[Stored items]
■ ■ ■ ■
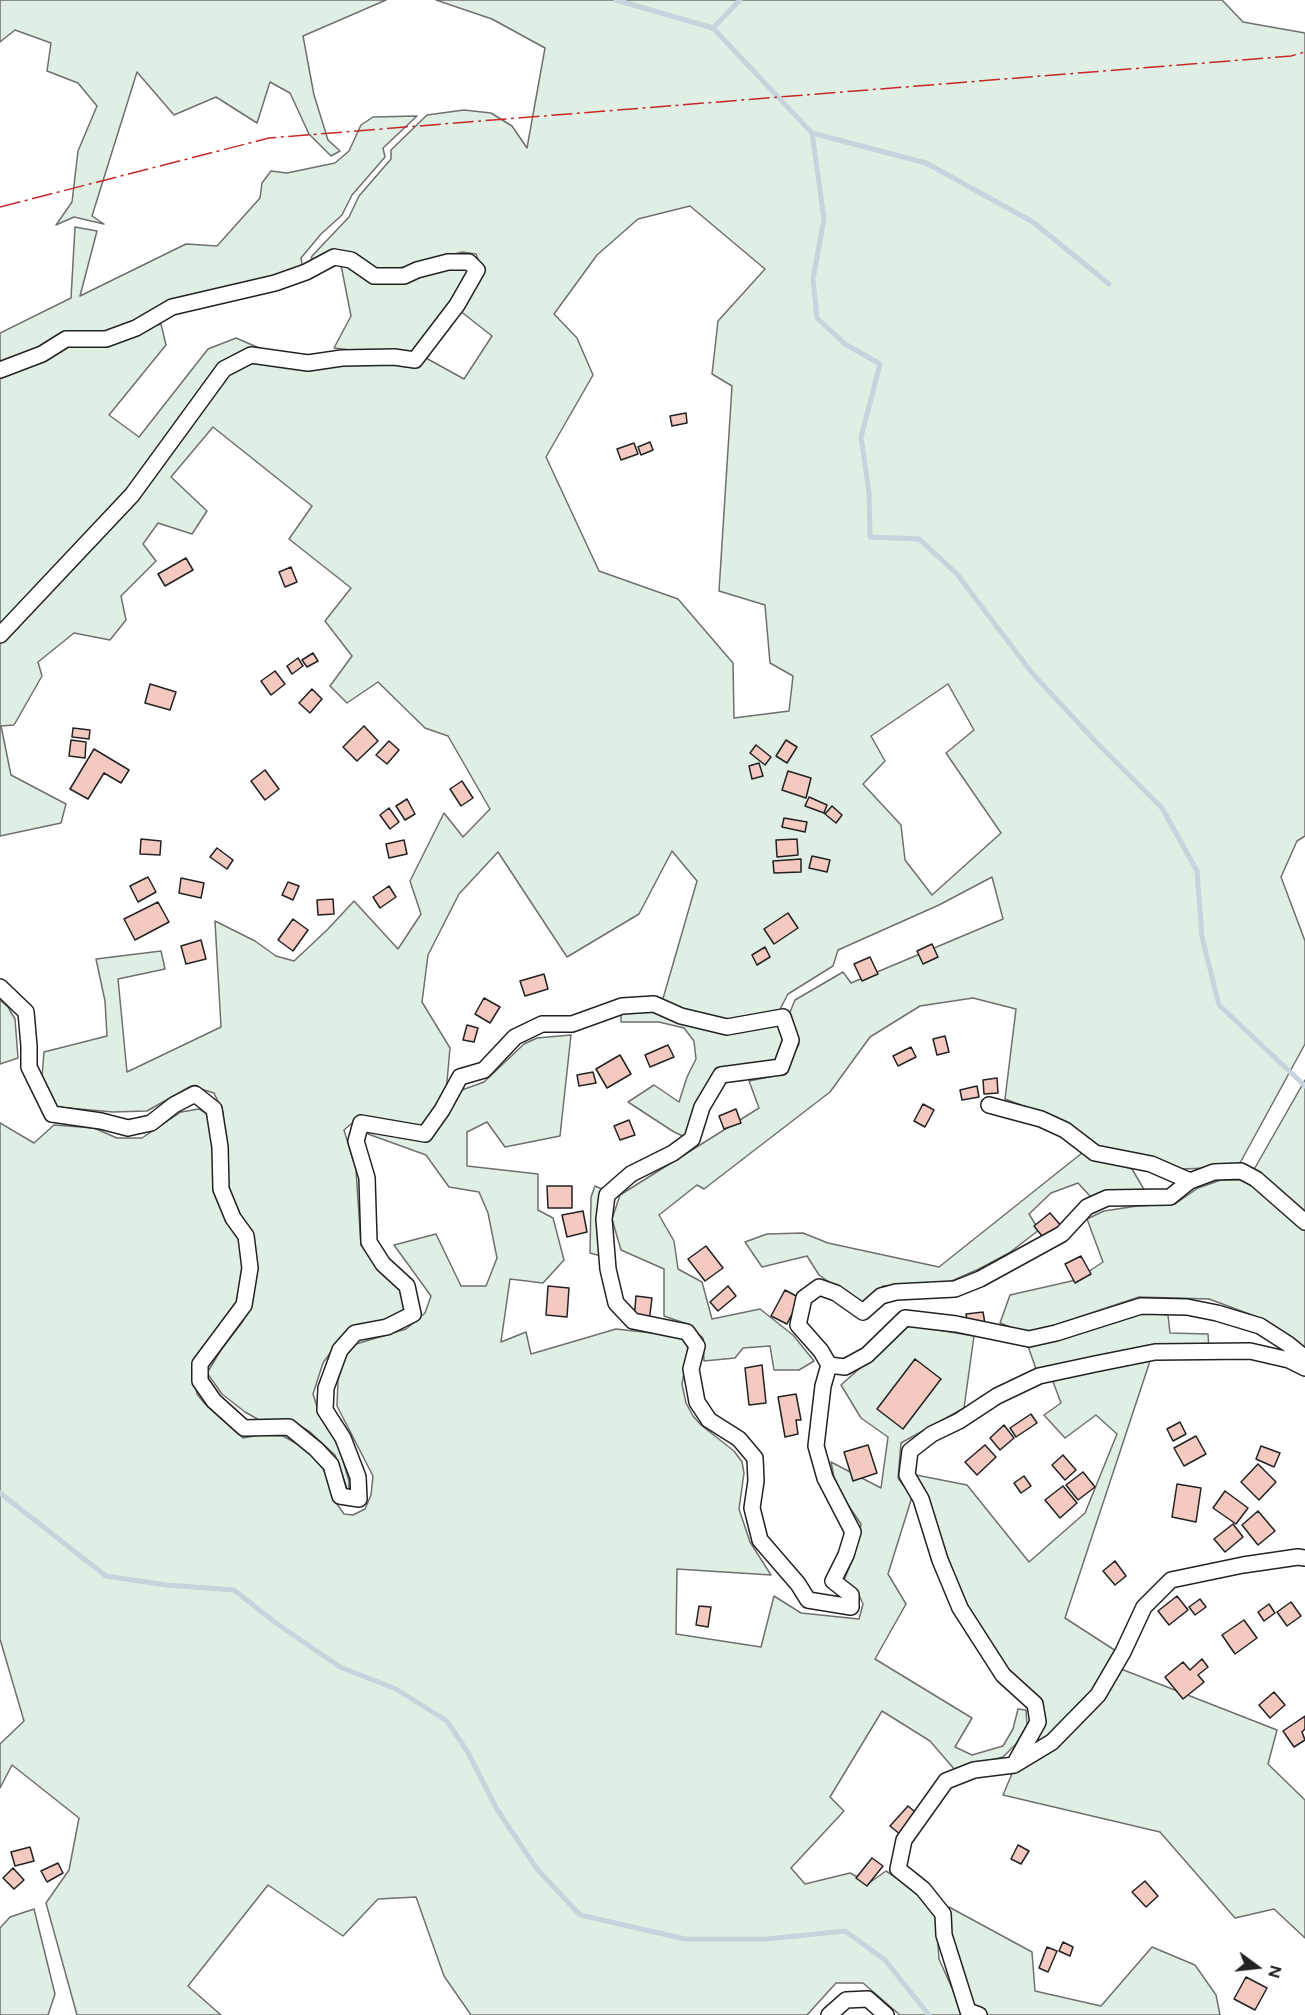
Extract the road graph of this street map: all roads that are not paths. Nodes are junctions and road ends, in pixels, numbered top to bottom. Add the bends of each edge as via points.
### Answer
1 (0, 370) edge
2 (0, 634) edge
3 (0, 987) edge
4 (989, 1105) dead end
5 (1190, 1182) junction
6 (1305, 1222) edge
7 (1305, 1358) edge
8 (829, 1365) junction
9 (1305, 1368) edge
10 (1305, 1558) edge
11 (1014, 1765) junction
12 (829, 2015) edge
13 (886, 2015) edge
14 (979, 2015) edge

1 - 2 street via 42,354 66,339 106,339 172,307 275,283 334,257 351,260 374,276 404,276 448,262 470,262 477,270 457,305 415,360 342,358 308,363 251,355 224,369 132,495
3 - 8 street via 26,1012 29,1067 52,1114 128,1128 151,1123 195,1094 214,1109 221,1189 233,1218 246,1236 250,1268 244,1305 200,1364 200,1381 214,1401 244,1428 289,1427 316,1449 331,1465 340,1496 359,1499 358,1477 343,1438 325,1410 326,1388 340,1350 356,1333 387,1327 413,1314 407,1286 383,1264 369,1242 367,1178 356,1141 361,1123 425,1134 460,1077 484,1070 515,1037 542,1024 572,1024 622,1006 654,1004 681,1016 727,1027 783,1017 791,1040 781,1067 721,1075 702,1107 692,1140 631,1174 608,1195 604,1219 608,1269 616,1303 633,1322 687,1332 697,1346 691,1369 697,1402 709,1420 739,1439 755,1458 752,1508 759,1540 808,1600 851,1607 852,1594 833,1581 853,1532 825,1478 816,1446
4 - 5 street via 1041,1119 1065,1130 1095,1153 1151,1164
5 - 6 street via 1214,1172 1241,1171 1256,1179
5 - 8 street via 1170,1197 1107,1198 1087,1207 1062,1234 955,1289 896,1292 881,1296 863,1312 836,1293 819,1287 804,1298 798,1324
7 - 8 street via 1260,1326 1187,1307 1141,1306 1029,1339 905,1318 867,1355 845,1367
9 - 11 street via 1289,1360 1250,1352 1155,1352 1095,1364 1039,1376 932,1434 910,1452 907,1475 921,1499 960,1608 1004,1675 1035,1704 1038,1722
10 - 11 street via 1243,1565 1171,1581 1144,1607 1098,1695 1052,1742
11 - 14 street via 974,1770 946,1781 904,1840 898,1869 923,1889 943,1914 944,1935 968,2011
12 - 13 street via 846,2000 868,1999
■ ■ ■ ■
# [What is expected]
Each word of the data should be repeated exactly, and the pictures left out.

# [Result for this task]
Extract the road graph of this street map: all roads that are not paths. Nodes are junctions and road ends, in pixels, numbered top to bottom. Add the bends of each edge as via points.
### Answer
1 (0, 370) edge
2 (0, 634) edge
3 (0, 987) edge
4 (989, 1105) dead end
5 (1190, 1182) junction
6 (1305, 1222) edge
7 (1305, 1358) edge
8 (829, 1365) junction
9 (1305, 1368) edge
10 (1305, 1558) edge
11 (1014, 1765) junction
12 (829, 2015) edge
13 (886, 2015) edge
14 (979, 2015) edge

1 - 2 street via 42,354 66,339 106,339 172,307 275,283 334,257 351,260 374,276 404,276 448,262 470,262 477,270 457,305 415,360 342,358 308,363 251,355 224,369 132,495
3 - 8 street via 26,1012 29,1067 52,1114 128,1128 151,1123 195,1094 214,1109 221,1189 233,1218 246,1236 250,1268 244,1305 200,1364 200,1381 214,1401 244,1428 289,1427 316,1449 331,1465 340,1496 359,1499 358,1477 343,1438 325,1410 326,1388 340,1350 356,1333 387,1327 413,1314 407,1286 383,1264 369,1242 367,1178 356,1141 361,1123 425,1134 460,1077 484,1070 515,1037 542,1024 572,1024 622,1006 654,1004 681,1016 727,1027 783,1017 791,1040 781,1067 721,1075 702,1107 692,1140 631,1174 608,1195 604,1219 608,1269 616,1303 633,1322 687,1332 697,1346 691,1369 697,1402 709,1420 739,1439 755,1458 752,1508 759,1540 808,1600 851,1607 852,1594 833,1581 853,1532 825,1478 816,1446
4 - 5 street via 1041,1119 1065,1130 1095,1153 1151,1164
5 - 6 street via 1214,1172 1241,1171 1256,1179
5 - 8 street via 1170,1197 1107,1198 1087,1207 1062,1234 955,1289 896,1292 881,1296 863,1312 836,1293 819,1287 804,1298 798,1324
7 - 8 street via 1260,1326 1187,1307 1141,1306 1029,1339 905,1318 867,1355 845,1367
9 - 11 street via 1289,1360 1250,1352 1155,1352 1095,1364 1039,1376 932,1434 910,1452 907,1475 921,1499 960,1608 1004,1675 1035,1704 1038,1722
10 - 11 street via 1243,1565 1171,1581 1144,1607 1098,1695 1052,1742
11 - 14 street via 974,1770 946,1781 904,1840 898,1869 923,1889 943,1914 944,1935 968,2011
12 - 13 street via 846,2000 868,1999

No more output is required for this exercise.